FAQ: Why is my SLURM job not running?
Broadly, once submitted, your job might not run immediately because the resources required to run it aren't available, either because they're in use or because they simply don't currently exist. Unfortunately, the error messages and reason codes that SLURM provides can be a bit opaque, so in this article we'll explain some common cases.
The first thing you'll want to do is look at the reason code for the job. This can be found in the output of the squeue
command, for example:
$ squeue -u $USER JOBID PARTITION NAME USER ST TIME NODES NODELIST(REASON) 1981319 short myjob12 joecool PD 0:00 1 (Resources) 1981320 short myjob12 joecool PD 0:00 1 (Priority) 1981321 short myjob12 joecool PD 0:00 1 (Priority)
In this output, we see examples of two reason codes.
The code Resources generally means that the job is next up to be run in its partition (queue).
The code Priority means that there are one or more jobs of higher priority waiting in the queue. Once your job becomes the highest priority for its partition, the reason will change to Resources, and then when the next open slot becomes available, it will run. (The priority of your job is partially determined by how long it has been waiting, so over time, your job will move to the front of the queue.)
These two reasons occur in the normal operation of SLURM, and no action is required. Basically, you're just seeing your job wait its turn to be scheduled.
(One thing to keep in mind is that there may be several reasons why your job is not currently running.
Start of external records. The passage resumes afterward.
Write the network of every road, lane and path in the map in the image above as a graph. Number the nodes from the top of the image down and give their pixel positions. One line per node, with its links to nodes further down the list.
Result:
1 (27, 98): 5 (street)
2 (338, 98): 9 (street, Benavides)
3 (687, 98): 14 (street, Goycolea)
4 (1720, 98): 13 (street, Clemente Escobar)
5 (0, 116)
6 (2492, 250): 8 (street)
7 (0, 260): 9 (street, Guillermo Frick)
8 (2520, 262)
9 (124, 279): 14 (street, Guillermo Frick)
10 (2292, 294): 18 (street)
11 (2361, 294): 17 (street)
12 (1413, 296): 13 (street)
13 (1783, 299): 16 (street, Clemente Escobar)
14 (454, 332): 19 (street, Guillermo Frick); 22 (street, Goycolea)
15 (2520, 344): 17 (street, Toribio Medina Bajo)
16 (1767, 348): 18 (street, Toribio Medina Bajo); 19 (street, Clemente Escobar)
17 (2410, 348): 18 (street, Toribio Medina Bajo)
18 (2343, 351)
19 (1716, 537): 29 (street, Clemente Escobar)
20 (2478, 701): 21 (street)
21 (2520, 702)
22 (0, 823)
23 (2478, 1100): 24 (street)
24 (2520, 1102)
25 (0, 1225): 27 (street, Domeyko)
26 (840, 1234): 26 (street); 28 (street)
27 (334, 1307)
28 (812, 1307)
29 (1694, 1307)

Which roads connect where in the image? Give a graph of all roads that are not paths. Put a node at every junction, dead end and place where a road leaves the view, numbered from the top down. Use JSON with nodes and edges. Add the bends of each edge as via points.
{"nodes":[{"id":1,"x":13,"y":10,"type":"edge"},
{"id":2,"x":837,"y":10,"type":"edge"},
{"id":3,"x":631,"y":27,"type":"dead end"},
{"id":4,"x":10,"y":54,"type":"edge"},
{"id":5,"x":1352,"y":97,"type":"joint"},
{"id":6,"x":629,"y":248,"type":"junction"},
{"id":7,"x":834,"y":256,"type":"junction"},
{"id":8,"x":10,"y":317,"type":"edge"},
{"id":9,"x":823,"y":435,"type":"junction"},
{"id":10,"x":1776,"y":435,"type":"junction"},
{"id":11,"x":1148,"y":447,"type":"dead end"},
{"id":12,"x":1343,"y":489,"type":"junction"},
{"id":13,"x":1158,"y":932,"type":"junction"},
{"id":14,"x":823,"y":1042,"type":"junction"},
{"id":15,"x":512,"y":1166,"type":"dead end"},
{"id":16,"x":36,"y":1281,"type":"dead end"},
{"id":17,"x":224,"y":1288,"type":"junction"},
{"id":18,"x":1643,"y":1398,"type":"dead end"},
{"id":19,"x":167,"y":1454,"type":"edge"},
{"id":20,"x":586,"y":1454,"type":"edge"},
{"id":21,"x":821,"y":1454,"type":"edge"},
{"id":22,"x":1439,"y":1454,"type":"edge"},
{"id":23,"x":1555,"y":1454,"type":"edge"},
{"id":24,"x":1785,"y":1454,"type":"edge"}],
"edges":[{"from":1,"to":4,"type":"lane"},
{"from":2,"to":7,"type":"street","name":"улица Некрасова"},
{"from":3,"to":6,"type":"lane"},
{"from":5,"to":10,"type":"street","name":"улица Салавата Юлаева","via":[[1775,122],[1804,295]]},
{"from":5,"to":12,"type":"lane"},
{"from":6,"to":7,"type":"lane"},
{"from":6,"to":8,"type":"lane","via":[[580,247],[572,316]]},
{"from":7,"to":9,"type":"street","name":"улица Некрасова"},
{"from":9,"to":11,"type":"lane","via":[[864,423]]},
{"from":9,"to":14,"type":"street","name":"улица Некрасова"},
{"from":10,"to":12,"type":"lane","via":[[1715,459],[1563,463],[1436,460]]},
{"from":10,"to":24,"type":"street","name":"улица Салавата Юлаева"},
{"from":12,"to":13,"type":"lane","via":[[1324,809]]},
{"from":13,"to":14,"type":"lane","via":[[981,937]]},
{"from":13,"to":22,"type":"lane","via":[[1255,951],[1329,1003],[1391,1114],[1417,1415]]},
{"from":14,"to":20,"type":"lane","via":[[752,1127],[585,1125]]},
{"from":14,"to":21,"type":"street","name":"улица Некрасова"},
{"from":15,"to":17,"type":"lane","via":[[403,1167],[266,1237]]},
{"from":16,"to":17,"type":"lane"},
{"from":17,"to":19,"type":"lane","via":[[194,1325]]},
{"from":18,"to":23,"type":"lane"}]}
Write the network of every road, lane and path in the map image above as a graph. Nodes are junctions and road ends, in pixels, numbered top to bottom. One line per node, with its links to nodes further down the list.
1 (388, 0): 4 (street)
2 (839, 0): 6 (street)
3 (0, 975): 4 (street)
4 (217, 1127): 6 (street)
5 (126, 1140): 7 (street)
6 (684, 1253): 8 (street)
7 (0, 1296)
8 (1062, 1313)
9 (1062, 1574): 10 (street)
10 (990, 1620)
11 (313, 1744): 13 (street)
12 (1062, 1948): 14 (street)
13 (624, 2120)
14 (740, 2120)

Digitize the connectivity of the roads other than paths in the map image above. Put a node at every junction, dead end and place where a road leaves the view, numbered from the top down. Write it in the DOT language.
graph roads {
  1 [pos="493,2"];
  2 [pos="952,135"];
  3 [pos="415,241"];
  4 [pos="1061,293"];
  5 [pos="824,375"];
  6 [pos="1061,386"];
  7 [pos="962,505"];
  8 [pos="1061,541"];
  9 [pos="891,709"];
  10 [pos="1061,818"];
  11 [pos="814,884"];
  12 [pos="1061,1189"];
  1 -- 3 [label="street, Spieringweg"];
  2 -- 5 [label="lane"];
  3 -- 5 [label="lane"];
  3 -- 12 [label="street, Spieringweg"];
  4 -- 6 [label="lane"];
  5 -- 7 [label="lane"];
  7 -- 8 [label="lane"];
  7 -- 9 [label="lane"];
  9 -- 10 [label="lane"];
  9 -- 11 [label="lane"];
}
SLURM will only display one of them.)
Reason Code: ReqNodeNotAvail
This indicates that the compute nodes needed for your job are not available. In our environment, the most likely reason for seeing this is that there is a maintenance event scheduled, and there is insufficient time remaining in which to run your job. So, for example, if there is a maintenance event scheduled to start in ten days, and you submit a job with a requested time limit of fourteen days, your job will show this reason code. After the maintenance event is complete and SLURM scheduler is restarted, it will be eligible to run.
You can see the upcoming scheduled maintenance events on this page, and they are announced on talapas-l
. You can also observe current maintenance reservations with this command
scontrol show reservation
In general, you will want to choose a conservative time limit for your job, a value somewhat longer than you think the job will take, but not a lot longer. This will help you avoid needless waits due to scheduled maintenance and will increase the odds of your job running sooner in general. Use the --time
flag to specify the job's time limit; if you don't, the job will be given the default value, which is usually the maximum for the partition. See the Quick Start Guide for more details.
It's possible to reduce the time limit for a queued job using a command like this
scontrol update jobid=1234567 timelimit=2-12:00:00
This would reduce the limit to two days and twelve hours. This might allow you to squeeze a job in before the maintenance event.
Other Reason Codes
There are a large number of other reason codes, all documented on the squeue man page. If your job is waiting for a reason that you don't understand, open a ticket, and we will look into it. In some cases, the SLURM software misbehaves, etc., and action on our part may be necessary to correct the situation.